Face à la manipulation d'une situation aussi tragique pour ceux qui en sont victimes, on ne peut qu'envisager ce que les ressources offertes par le socialisme opposeraient à une telle situation d'urgence. Coopération fraternelle sans ingérence tout d'abord. On nous rétorquera que l'aide humanitaire et les dons arrivent de toutes parts et on nous fait miroiter la reconstruction du pays. Certes, mais il est bien question de mettre véritablement le pays sous tutelle et il n'est pas besoin d'être grand clerc pour deviner sous la coupe de qui. Subsidiairement quelques marchés immobiliers juteux feront l'objet de tractations mercantiles mais sans que la condition de l'immense majorité des haïtiens ne s'en trouve réellement améliorée. De surcroît, la possibilité de telles secousses sismiques montre que la concentration de population dans une espèce de magma urbain, causée par l'exode rural, relève de la démence pure et simple du capitalisme. Sans rêver d'un monde parfait à l'abri de toute anicroche, il est pertinent de concevoir l'existence d'immeubles résistant mieux à la violence de telles catastophes et surtout d'envisager une répartition plus harmonieuse de la population sur la surface terrestre. Evidemment, cela est inconciliable avec les lois inhérentes au fonctionnement de la boulimie du profit capitaliste. L'île d'Haïti que Christophe Colomb décrivait comme étant la perle des Antilles est soumise depuis longtemps à un désatre écologique de déforestation, d'érosion des sols accompagnée d'une agriculture déficiente, l'ensemble conduisant à un entassement de la population dans des bidonvilles, une émigration de fuite et de désespoir. C'est le tableau habituel qu'offrent les "Tristes Tropiques" et autres lieux d'une humanité à la dérive. Les destinations touristiques de rêve marchandisé ne montrent que spectaculairement l'envers de coulisses macabres où s'inscrit le martyrologe des peuples aliénés à la domination de la valeur, soumis aux séismes et tempêtes sociaux et candidats à la nomadisation déracinante des conditions mondialisantes, des flux uniformisants de la circulation marchande.
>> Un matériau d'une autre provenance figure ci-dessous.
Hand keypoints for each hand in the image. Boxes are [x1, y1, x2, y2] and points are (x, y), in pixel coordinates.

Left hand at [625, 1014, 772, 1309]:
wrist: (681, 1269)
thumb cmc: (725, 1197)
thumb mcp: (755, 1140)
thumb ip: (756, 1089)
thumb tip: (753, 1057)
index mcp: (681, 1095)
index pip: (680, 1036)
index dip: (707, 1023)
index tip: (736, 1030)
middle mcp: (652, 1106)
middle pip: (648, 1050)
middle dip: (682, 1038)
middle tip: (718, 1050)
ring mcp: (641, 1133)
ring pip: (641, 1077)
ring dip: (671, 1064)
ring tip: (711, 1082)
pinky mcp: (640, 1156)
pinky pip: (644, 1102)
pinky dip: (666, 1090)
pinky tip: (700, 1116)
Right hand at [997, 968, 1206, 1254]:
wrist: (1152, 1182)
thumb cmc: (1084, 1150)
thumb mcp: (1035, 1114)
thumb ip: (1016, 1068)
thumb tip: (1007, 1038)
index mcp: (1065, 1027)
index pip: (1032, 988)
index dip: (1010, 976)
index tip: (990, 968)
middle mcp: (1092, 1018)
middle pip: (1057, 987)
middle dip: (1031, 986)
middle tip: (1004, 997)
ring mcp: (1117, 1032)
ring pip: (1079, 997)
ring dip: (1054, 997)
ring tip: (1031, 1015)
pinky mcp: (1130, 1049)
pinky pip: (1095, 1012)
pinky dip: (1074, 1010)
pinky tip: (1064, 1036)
Le prolétariat peut mettre fin à la désorganisation anarchique de l'occupation de la croûte terrestre, à sa dévastation, à sa transformation en bidonvilles mondialisés. Les prolétaires peuvent trouver la force de se camper bien droits sur la terre, offrant résistance aux tourbillons soulevés par les tempêtes de la crise capitaliste. Le seul séisme qui vaille, est celui qui ébranlera le sol pourri du capital et qui verra se réenraciner les peuples dans des lieux leur étant propres, distingués par leur pratique sociale autonome, façonnés par leur socialisme et leur culture propres, se réappropriant de facto, ce que Marx appelait leur Gemeinwesen (communauté, nature humaine, être social, essence communautaire).

NOTES:

1) Crue et rupture de la civilisation bourgeoise. Battaglia Comunista. N° 23/1951. Traduit dans Espèce humaine et croûte terrestre. Ed. Petite bibliothèque Payot. 1978.

2) Simon Bolivar avait appareillé d'Haïti pour libérer l'Amérique latine. Le Libertador reviendra-t-il?..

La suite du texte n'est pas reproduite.